Below are records to be repeated exactly. Leave their pictures behind.

----------------------------------------

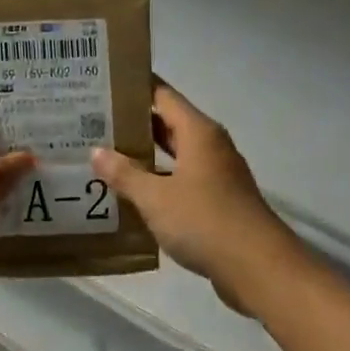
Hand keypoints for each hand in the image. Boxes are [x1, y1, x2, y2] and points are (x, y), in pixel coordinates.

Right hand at [91, 83, 301, 310]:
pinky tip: (130, 193)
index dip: (135, 87)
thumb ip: (125, 174)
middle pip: (168, 124)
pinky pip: (181, 181)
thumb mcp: (155, 198)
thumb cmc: (204, 221)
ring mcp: (216, 174)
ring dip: (144, 156)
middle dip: (133, 123)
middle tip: (92, 121)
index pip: (163, 95)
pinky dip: (158, 182)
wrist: (256, 267)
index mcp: (199, 133)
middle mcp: (210, 146)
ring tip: (104, 155)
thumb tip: (97, 151)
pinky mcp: (217, 201)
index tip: (104, 83)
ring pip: (174, 155)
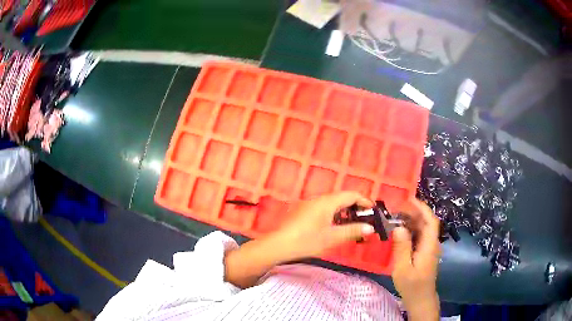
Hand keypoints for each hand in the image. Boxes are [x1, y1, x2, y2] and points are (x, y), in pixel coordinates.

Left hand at [273, 191, 375, 260]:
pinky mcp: (303, 212)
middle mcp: (318, 199)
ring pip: (332, 204)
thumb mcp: (332, 237)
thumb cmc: (307, 240)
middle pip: (342, 198)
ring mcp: (309, 205)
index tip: (373, 211)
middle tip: (364, 221)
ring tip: (352, 226)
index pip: (351, 195)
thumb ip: (352, 231)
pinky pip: (323, 209)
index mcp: (327, 202)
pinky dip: (334, 216)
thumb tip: (370, 228)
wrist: (279, 245)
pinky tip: (334, 228)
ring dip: (344, 213)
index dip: (364, 201)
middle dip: (355, 208)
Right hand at [392, 198, 440, 320]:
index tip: (409, 199)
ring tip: (396, 218)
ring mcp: (429, 248)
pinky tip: (400, 232)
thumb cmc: (412, 285)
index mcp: (429, 246)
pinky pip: (420, 236)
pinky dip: (411, 230)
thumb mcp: (403, 268)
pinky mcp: (425, 253)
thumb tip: (398, 227)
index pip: (430, 221)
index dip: (422, 208)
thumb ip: (402, 248)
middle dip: (414, 212)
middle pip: (427, 222)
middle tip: (396, 209)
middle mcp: (432, 243)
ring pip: (423, 229)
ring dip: (412, 221)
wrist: (421, 298)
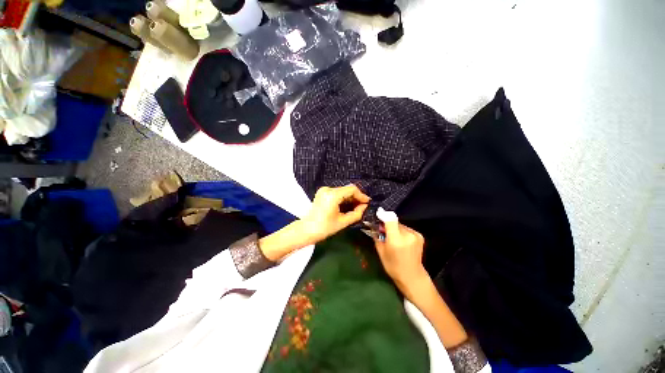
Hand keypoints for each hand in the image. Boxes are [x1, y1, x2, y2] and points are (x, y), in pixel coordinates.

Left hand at [302, 185, 369, 244]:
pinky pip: (337, 193)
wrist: (306, 230)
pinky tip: (348, 206)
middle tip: (363, 206)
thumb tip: (364, 207)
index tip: (367, 202)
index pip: (351, 189)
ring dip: (350, 198)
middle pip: (347, 189)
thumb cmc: (324, 228)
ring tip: (357, 207)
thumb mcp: (342, 222)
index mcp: (332, 195)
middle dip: (356, 197)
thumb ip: (356, 213)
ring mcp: (324, 190)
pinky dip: (344, 198)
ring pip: (342, 191)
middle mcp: (328, 189)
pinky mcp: (322, 193)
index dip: (361, 195)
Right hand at [373, 217, 427, 296]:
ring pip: (400, 225)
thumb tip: (374, 225)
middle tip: (384, 231)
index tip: (378, 215)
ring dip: (395, 228)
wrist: (412, 276)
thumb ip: (377, 236)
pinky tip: (402, 240)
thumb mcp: (380, 251)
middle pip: (395, 222)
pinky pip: (406, 229)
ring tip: (393, 238)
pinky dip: (402, 232)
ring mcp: (415, 235)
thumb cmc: (392, 266)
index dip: (383, 215)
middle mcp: (407, 235)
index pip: (390, 219)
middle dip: (388, 225)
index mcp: (396, 239)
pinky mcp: (419, 236)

----------------------------------------

▸ REPLY
Hand keypoints for each hand in the image. Boxes are [x1, y1, x2, y2] and points are (x, y), in pixel coordinates.

Right hand at [91, 83, 301, 310]:
pinky tip: (130, 193)
index dip: (135, 87)
thumb ip: (125, 174)
middle pip: (168, 124)
pinky pip: (181, 181)
thumb mcp: (155, 198)
thumb cmc: (204, 221)
ring mcp: (216, 174)
ring dip: (144, 156)
middle dip: (133, 123)
middle tip: (92, 121)
index pip: (163, 95)
pinky dip: (158, 182)
wrist: (256, 267)
index mcp: (199, 133)
middle mcp: (210, 146)
ring tip: (104, 155)
thumb tip: (97, 151)
pinky mcp: (217, 201)
index tip: (104, 83)
ring pip: (174, 155)
Hand keypoints for each hand in the image. Boxes are [x1, y1, x2, y2] and points are (x, y), in pixel coordinates.

Left hand at [273, 191, 375, 260]:
pinky mcp: (303, 212)
middle mcp: (318, 199)
ring pip: (332, 204)
thumb mcp: (332, 237)
thumb cmc: (307, 240)
middle pip: (342, 198)
ring mcp: (309, 205)
index tip: (373, 211)
middle tip: (364, 221)
ring tip: (352, 226)
index pip: (351, 195)
thumb ip: (352, 231)
pinky pip: (323, 209)
index mcp: (327, 202)
pinky dip: (334, 216)
thumb tip: (370, 228)
wrist: (279, 245)
pinky tip: (334, 228)
ring dip: (344, 213)
index dip: (364, 201)
middle dip: (355, 208)
Right hand at [392, 198, 440, 320]:
index tip: (409, 199)
ring tip: (396, 218)
ring mcp: (429, 248)
pinky tip: (400, 232)
thumb cmc: (412, 285)
index mcp: (429, 246)
pinky pip: (420, 236)
pinky dip: (411, 230)
thumb mcp: (403, 268)
pinky mcp: (425, 253)
thumb tip: (398, 227)
index pip: (430, 221)
index dip: (422, 208)
thumb ip: (402, 248)
middle dip: (414, 212)
middle pip: (427, 222)
middle tip: (396, 209)
middle mcp: (432, 243)
ring pip: (423, 229)
ring dip: (412, 221)
wrist: (421, 298)
Hand keypoints for each hand in the image. Boxes are [x1, y1, x2, y2] and points are (x, y), in pixel coordinates.

Left hand at [302, 185, 369, 244]:
pinky pip: (337, 193)
wrist: (306, 230)
pinky tip: (348, 206)
middle tip: (363, 206)
thumb tip: (364, 207)
index tip: (367, 202)
index pip: (351, 189)
ring dip: (350, 198)
middle pip: (347, 189)
thumb cmc: (324, 228)
ring tip: (357, 207)
thumb mcp: (342, 222)
index mcp: (332, 195)
middle dip: (356, 197)
thumb ip: (356, 213)
ring mcp: (324, 190)
pinky dip: (344, 198)
ring pip: (342, 191)
middle mcp: (328, 189)
pinky mcp: (322, 193)
index dip: (361, 195)
Right hand at [373, 217, 427, 296]:
ring pip: (400, 225)
thumb tip: (374, 225)
middle tip: (384, 231)
index tip: (378, 215)
ring dip: (395, 228)
wrist: (412, 276)
thumb ip: (377, 236)
pinky tip: (402, 240)
thumb mcp: (380, 251)
middle pip: (395, 222)
pinky pip: (406, 229)
ring tip: (393, 238)
pinky dip: (402, 232)
ring mcp: (415, 235)
thumb cmc: (392, 266)
index dip: (383, 215)
middle mcp: (407, 235)
index pip: (390, 219)
middle dip: (388, 225)
index mcp: (396, 239)
pinky mcp: (419, 236)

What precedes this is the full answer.